Multiple imputation of multilevel data with single-level models: A fully conditional specification approach using adjusted group means

Simon Grund1, Oliver Lüdtke2,3, Alexander Robitzsch2,3

1University of Hamburg, Germany; 2IPN - Leibniz Institute for Science and Mathematics Education, Kiel, Germany; 3Centre for International Student Assessment

Missing data are a common challenge in multilevel designs, and multiple imputation (MI) is one of the most commonly recommended methods for handling them. Past research has shown that multilevel MI can be extremely effective at handling missing data in multilevel designs, provided that the imputation model adequately takes the multilevel structure into account. This is particularly important in multilevel analyses that involve nonlinear effects or random slopes, and many specialized methods have been developed for these applications.
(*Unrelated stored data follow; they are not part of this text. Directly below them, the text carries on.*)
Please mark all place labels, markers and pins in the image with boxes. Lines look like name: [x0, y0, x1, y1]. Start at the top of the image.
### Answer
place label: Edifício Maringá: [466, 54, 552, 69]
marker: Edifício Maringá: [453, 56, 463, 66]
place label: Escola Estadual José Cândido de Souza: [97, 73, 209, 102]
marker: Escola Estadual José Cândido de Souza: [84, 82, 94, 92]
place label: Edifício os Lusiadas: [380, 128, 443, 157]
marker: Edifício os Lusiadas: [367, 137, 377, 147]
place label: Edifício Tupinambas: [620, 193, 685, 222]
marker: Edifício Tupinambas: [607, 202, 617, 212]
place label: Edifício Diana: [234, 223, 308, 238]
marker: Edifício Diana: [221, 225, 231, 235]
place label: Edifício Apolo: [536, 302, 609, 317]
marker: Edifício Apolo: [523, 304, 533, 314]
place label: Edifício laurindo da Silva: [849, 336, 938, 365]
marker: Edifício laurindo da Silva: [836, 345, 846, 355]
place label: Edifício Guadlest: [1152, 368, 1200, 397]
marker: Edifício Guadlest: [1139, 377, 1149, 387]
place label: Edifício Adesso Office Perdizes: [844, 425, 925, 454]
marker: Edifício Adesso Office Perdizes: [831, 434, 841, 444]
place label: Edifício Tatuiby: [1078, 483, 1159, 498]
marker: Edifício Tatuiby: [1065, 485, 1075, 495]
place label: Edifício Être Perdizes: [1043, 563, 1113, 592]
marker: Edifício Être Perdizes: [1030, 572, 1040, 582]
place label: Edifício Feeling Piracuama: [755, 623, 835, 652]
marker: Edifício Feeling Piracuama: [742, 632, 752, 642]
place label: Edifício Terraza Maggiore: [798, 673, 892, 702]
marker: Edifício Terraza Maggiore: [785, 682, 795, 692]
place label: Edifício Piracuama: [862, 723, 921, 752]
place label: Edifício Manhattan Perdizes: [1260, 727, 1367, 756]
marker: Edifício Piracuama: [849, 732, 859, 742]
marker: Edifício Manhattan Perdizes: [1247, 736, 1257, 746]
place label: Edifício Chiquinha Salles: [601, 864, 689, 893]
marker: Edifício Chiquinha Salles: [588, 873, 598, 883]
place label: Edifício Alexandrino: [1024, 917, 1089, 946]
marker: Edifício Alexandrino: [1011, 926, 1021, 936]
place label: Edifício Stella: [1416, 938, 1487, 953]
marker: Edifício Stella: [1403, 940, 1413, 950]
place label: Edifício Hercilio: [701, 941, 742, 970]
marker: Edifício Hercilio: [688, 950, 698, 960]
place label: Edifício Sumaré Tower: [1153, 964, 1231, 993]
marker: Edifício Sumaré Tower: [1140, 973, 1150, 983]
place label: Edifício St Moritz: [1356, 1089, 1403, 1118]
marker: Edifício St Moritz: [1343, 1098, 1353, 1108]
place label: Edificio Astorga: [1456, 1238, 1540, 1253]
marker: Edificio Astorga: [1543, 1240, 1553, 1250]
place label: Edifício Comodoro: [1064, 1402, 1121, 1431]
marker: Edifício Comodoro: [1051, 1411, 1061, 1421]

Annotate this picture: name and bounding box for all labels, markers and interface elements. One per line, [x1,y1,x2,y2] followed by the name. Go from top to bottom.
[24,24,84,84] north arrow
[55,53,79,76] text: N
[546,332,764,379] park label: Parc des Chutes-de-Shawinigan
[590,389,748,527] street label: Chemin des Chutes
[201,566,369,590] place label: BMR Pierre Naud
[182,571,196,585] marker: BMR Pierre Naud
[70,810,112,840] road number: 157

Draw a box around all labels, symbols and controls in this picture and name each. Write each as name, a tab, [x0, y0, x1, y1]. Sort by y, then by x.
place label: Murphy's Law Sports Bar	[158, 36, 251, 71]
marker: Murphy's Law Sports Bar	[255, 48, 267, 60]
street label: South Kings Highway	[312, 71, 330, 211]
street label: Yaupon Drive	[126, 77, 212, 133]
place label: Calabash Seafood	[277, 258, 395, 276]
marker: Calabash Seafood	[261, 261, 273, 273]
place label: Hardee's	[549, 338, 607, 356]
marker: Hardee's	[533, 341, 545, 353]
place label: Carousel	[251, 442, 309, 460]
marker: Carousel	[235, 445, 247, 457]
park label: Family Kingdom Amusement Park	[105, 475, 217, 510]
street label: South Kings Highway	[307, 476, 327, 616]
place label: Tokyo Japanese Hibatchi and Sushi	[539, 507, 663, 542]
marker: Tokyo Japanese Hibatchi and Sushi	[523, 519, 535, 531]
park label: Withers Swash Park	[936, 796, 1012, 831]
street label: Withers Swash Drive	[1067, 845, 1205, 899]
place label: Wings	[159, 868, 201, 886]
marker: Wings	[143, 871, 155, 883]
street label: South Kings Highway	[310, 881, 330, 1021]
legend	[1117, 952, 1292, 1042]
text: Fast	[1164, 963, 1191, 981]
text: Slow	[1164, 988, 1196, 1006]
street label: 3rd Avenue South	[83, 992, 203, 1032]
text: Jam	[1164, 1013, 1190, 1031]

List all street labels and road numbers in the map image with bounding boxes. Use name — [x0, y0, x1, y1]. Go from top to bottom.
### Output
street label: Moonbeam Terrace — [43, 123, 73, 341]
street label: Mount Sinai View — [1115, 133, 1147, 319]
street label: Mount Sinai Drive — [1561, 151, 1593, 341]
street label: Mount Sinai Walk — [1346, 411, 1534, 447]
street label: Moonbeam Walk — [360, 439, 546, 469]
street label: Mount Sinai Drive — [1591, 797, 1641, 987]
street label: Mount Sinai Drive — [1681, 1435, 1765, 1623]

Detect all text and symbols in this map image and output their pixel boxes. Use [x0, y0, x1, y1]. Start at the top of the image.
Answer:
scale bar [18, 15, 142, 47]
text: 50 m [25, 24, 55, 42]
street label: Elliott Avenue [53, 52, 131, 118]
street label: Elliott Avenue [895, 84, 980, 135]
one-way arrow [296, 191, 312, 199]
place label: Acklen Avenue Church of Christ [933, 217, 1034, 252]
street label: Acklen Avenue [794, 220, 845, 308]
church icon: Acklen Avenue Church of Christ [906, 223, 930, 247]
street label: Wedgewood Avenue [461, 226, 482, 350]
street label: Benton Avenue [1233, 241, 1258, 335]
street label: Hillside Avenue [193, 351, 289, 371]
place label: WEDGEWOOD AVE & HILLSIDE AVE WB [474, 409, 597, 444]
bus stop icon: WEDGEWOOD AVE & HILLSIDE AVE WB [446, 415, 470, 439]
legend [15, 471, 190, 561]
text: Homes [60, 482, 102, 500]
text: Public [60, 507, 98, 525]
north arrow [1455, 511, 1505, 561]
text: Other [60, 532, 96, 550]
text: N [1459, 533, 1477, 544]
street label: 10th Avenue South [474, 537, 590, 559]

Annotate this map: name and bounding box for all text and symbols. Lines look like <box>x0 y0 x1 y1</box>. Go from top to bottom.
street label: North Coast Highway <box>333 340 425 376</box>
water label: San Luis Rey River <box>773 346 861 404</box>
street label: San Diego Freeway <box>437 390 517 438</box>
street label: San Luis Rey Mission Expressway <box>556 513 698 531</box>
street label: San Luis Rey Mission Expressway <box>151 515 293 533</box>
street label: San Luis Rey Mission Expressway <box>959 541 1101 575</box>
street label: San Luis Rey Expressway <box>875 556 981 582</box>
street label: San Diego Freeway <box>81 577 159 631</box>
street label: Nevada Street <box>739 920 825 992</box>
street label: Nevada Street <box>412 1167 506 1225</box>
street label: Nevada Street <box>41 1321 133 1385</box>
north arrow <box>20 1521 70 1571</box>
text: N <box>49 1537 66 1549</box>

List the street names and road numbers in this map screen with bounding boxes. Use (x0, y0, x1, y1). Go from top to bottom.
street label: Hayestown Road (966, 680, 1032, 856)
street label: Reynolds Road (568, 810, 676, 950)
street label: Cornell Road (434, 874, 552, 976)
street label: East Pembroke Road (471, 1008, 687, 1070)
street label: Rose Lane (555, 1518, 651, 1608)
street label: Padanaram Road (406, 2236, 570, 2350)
However, multilevel MI can be difficult to apply in practice, where the multilevel structure is often not very pronounced or not of immediate interest in the intended analyses. In these applications, existing methods can become unstable and often struggle to provide reliable results. In the present talk, we present a fully conditional specification approach to multilevel MI that combines single-level imputation methods with group means (GM) or adjusted group means (AGM) to accommodate the multilevel structure. In addition, we present the results for a theoretical investigation and several simulation studies, in which we evaluated the statistical properties of these methods and their performance in different applications, including applications with balanced designs, unbalanced designs, and larger numbers of variables. Finally, we discuss the strengths and weaknesses of these methods and their implications for practice.